While these four practices should be at the top of your priority list, your preparation shouldn’t stop there. From a data protection standpoint, it is crucial to also:
• Identify where all collected consumer data resides.
• Adhere to strict data retention schedules and eliminate any data once it is no longer necessary to store.
• Review all business partners that collect data on your behalf and ensure that they are CCPA compliant.
• Consistently review and update data collection and retention policies to comply with changing laws and regulations.

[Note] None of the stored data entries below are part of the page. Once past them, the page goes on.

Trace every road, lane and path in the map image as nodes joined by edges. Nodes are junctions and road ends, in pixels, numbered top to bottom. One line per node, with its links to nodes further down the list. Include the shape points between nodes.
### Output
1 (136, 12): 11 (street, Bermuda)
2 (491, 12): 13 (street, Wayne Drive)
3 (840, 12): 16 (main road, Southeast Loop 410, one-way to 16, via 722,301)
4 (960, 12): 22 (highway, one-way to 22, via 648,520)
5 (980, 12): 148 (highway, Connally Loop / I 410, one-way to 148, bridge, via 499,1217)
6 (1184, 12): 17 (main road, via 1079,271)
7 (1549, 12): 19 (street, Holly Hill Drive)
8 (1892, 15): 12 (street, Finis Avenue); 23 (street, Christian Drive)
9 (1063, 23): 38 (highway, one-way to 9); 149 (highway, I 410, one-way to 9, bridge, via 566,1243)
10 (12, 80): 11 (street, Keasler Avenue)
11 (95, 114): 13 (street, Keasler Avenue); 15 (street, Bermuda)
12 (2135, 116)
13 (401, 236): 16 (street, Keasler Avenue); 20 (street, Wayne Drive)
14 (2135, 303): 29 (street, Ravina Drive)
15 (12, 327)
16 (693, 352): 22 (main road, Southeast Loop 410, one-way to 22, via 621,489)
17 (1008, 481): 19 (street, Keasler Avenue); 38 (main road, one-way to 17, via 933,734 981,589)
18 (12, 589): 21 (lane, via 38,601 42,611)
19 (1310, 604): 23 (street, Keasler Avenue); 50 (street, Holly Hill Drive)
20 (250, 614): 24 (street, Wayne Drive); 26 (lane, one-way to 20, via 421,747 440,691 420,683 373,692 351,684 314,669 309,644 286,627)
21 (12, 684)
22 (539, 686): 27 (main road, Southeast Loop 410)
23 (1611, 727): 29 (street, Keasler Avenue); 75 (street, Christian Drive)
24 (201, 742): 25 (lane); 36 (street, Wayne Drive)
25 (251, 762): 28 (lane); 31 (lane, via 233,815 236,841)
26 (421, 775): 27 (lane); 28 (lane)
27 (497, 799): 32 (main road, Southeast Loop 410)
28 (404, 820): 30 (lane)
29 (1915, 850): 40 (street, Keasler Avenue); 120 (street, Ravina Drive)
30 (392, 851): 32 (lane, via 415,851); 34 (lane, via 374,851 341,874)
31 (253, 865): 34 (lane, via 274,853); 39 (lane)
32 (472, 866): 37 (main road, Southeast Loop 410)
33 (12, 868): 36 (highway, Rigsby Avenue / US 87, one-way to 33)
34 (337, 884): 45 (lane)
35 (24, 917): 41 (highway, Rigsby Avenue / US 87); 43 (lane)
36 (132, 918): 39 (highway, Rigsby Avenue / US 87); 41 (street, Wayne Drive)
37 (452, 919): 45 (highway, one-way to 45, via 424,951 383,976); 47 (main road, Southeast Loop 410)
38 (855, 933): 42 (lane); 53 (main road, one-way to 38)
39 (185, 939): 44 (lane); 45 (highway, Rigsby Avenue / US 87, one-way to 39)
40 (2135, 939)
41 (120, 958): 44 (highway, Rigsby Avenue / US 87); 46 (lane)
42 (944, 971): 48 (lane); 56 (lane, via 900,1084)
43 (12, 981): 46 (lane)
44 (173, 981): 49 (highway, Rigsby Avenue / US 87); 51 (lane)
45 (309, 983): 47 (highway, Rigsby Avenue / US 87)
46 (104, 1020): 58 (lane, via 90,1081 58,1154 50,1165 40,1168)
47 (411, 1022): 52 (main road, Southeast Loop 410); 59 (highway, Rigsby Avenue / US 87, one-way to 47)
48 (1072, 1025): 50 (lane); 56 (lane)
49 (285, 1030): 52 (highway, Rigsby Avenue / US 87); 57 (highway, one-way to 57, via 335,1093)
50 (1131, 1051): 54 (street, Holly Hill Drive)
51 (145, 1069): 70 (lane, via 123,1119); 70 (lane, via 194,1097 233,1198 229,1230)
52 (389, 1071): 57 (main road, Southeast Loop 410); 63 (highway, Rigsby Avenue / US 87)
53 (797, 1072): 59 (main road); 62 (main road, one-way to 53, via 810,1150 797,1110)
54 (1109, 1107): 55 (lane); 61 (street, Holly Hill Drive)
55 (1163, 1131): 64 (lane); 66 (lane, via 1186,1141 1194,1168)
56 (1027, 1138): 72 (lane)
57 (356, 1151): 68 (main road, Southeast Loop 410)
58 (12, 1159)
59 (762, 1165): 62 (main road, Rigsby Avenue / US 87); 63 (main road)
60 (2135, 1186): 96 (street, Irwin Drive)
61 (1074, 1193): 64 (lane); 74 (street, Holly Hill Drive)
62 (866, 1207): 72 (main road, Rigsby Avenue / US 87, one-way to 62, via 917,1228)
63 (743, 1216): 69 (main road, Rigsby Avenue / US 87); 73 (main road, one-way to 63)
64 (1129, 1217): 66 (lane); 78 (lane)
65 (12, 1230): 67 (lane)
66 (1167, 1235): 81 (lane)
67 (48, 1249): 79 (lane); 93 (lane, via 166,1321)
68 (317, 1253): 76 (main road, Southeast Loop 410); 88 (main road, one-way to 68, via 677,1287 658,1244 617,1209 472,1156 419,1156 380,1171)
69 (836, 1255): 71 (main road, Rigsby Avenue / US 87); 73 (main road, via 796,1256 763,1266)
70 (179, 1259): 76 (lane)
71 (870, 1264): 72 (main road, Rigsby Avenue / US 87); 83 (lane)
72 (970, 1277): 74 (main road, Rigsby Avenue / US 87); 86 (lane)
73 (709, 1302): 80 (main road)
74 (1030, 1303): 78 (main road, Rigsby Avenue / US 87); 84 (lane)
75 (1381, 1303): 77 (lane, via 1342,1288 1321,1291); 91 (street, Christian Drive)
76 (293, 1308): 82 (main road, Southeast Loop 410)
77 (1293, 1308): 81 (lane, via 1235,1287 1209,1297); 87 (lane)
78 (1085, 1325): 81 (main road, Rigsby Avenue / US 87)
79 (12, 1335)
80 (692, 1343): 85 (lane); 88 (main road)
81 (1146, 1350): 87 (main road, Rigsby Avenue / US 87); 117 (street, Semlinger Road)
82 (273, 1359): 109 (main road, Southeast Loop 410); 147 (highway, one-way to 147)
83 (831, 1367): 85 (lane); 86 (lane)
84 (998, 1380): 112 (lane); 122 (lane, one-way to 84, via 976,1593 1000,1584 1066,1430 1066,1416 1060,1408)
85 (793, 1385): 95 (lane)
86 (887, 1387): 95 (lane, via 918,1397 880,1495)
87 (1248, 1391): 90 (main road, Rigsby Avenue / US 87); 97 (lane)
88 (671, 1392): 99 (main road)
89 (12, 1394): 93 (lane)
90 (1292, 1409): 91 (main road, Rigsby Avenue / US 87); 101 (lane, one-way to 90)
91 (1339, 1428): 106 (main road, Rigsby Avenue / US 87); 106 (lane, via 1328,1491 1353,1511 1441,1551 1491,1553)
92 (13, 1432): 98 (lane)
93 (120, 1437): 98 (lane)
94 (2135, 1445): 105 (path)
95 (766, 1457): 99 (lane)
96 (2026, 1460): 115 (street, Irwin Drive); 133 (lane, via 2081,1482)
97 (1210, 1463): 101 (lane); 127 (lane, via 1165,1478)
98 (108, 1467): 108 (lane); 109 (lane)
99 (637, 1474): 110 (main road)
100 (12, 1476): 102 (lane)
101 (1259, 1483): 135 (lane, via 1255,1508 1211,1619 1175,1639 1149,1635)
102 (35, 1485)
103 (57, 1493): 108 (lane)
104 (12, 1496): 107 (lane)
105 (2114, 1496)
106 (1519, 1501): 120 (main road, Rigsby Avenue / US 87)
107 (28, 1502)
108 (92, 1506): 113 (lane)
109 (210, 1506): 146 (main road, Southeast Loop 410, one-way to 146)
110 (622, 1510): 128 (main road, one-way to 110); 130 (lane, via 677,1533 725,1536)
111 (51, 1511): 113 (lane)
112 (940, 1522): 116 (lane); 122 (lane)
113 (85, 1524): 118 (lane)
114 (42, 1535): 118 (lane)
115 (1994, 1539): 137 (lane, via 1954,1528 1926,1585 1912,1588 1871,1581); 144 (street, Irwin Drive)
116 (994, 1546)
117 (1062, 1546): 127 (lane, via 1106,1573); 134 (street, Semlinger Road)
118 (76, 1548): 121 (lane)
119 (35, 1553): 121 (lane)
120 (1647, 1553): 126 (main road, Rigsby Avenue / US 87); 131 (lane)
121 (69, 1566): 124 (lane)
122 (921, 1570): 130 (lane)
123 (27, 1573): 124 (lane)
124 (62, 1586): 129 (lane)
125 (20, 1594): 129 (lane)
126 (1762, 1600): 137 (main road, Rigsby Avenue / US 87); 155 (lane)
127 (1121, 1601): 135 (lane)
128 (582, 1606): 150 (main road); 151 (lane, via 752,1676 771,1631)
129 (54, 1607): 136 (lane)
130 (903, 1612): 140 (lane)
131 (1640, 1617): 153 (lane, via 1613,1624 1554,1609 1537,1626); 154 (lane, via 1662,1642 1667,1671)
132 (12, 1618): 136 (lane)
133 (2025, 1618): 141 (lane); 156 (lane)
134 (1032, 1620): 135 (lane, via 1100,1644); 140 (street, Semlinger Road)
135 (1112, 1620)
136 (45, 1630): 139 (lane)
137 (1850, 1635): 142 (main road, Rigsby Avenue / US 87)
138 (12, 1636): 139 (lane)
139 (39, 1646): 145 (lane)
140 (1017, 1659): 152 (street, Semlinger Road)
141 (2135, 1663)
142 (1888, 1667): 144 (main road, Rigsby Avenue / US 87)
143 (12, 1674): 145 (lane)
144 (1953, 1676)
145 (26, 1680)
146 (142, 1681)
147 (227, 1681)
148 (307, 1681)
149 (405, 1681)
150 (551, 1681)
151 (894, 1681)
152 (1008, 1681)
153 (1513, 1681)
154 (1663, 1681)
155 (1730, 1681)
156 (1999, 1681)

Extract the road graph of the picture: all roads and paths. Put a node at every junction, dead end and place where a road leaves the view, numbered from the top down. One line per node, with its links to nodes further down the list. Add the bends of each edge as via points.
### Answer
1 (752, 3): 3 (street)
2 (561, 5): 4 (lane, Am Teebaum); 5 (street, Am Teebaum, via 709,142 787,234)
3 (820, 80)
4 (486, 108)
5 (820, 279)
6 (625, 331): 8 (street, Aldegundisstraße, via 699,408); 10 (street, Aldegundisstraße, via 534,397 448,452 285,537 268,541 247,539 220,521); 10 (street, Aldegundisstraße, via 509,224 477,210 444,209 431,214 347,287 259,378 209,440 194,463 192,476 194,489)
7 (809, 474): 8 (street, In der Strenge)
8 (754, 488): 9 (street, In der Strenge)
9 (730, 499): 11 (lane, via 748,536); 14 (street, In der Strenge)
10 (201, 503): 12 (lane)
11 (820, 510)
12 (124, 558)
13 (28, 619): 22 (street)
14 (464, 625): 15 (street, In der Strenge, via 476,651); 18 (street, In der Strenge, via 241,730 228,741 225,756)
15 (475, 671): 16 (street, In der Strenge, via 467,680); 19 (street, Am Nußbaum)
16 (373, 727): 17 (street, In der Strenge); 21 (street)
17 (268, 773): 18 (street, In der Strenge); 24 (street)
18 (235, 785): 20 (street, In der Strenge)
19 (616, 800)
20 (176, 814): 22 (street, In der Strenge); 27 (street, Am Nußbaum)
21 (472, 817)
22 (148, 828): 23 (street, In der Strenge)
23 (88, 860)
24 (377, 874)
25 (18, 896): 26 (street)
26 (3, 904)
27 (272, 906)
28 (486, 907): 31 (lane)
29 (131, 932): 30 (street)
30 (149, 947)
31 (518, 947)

At a higher level, it is critically important to have someone within the organization monitor the CCPA’s status for changes. There are aspects of the law that are still being determined, so keeping a watchful eye on it will prevent you from unintentionally falling out of compliance.
With consumer privacy regulations like CCPA and GDPR becoming the new normal, covered businesses will be more prepared as additional states enact similar regulations. This will be especially true if a federal privacy mandate becomes the law of the land. While the learning curve to protect data at more stringent levels can be steep, long-term benefits that extend beyond compliance—such as reputation management, increased consumer trust and greater efficiency—are well worth whatever initial discomfort you may experience.
In upcoming columns, I’ll take a closer look at other privacy considerations that any company can benefit from, such as simplifying data discovery, preparing for and recovering from a breach, creating updated data management protocols, and preparing compliance checklists.